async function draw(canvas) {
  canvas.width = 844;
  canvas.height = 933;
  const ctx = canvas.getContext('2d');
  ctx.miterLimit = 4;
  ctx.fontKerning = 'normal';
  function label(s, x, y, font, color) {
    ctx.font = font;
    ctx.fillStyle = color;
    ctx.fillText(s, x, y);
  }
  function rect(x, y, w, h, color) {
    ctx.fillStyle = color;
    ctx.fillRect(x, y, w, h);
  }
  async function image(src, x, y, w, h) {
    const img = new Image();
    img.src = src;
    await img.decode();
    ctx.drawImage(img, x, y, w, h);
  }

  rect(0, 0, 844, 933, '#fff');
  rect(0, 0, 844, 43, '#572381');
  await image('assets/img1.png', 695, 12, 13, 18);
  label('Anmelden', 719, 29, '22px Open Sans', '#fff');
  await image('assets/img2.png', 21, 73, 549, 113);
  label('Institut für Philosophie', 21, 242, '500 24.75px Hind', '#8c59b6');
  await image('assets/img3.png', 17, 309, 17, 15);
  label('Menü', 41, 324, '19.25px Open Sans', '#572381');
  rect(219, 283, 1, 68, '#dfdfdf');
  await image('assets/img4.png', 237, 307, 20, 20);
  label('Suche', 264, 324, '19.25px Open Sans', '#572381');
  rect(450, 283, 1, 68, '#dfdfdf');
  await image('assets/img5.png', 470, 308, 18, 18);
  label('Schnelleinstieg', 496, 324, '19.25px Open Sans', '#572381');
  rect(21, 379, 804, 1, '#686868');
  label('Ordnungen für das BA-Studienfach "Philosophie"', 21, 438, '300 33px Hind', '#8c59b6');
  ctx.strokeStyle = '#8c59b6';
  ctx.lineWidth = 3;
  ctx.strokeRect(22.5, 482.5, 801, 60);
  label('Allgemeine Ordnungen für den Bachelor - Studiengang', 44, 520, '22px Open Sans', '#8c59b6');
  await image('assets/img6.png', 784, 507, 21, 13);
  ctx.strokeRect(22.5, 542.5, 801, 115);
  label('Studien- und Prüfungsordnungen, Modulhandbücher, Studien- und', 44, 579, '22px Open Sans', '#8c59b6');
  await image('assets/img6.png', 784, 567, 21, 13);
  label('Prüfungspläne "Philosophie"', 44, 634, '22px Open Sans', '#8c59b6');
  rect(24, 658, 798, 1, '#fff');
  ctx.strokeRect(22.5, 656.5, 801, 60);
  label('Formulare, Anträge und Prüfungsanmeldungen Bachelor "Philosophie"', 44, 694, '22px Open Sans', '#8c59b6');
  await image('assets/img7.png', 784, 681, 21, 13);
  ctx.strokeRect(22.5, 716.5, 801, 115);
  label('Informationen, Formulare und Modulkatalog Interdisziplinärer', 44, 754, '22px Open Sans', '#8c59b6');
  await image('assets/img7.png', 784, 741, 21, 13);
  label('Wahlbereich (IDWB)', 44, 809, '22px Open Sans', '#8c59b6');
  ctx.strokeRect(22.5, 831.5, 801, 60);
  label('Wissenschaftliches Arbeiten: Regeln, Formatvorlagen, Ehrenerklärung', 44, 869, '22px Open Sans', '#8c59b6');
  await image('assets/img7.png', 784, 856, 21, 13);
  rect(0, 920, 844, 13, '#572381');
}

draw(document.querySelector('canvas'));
════
### Exercise description:
Copy each line in the listing where "function" appears.

### Output for this task:
async function draw(canvas) {
  function label(s, x, y, font, color) {
  function rect(x, y, w, h, color) {
  async function image(src, x, y, w, h) {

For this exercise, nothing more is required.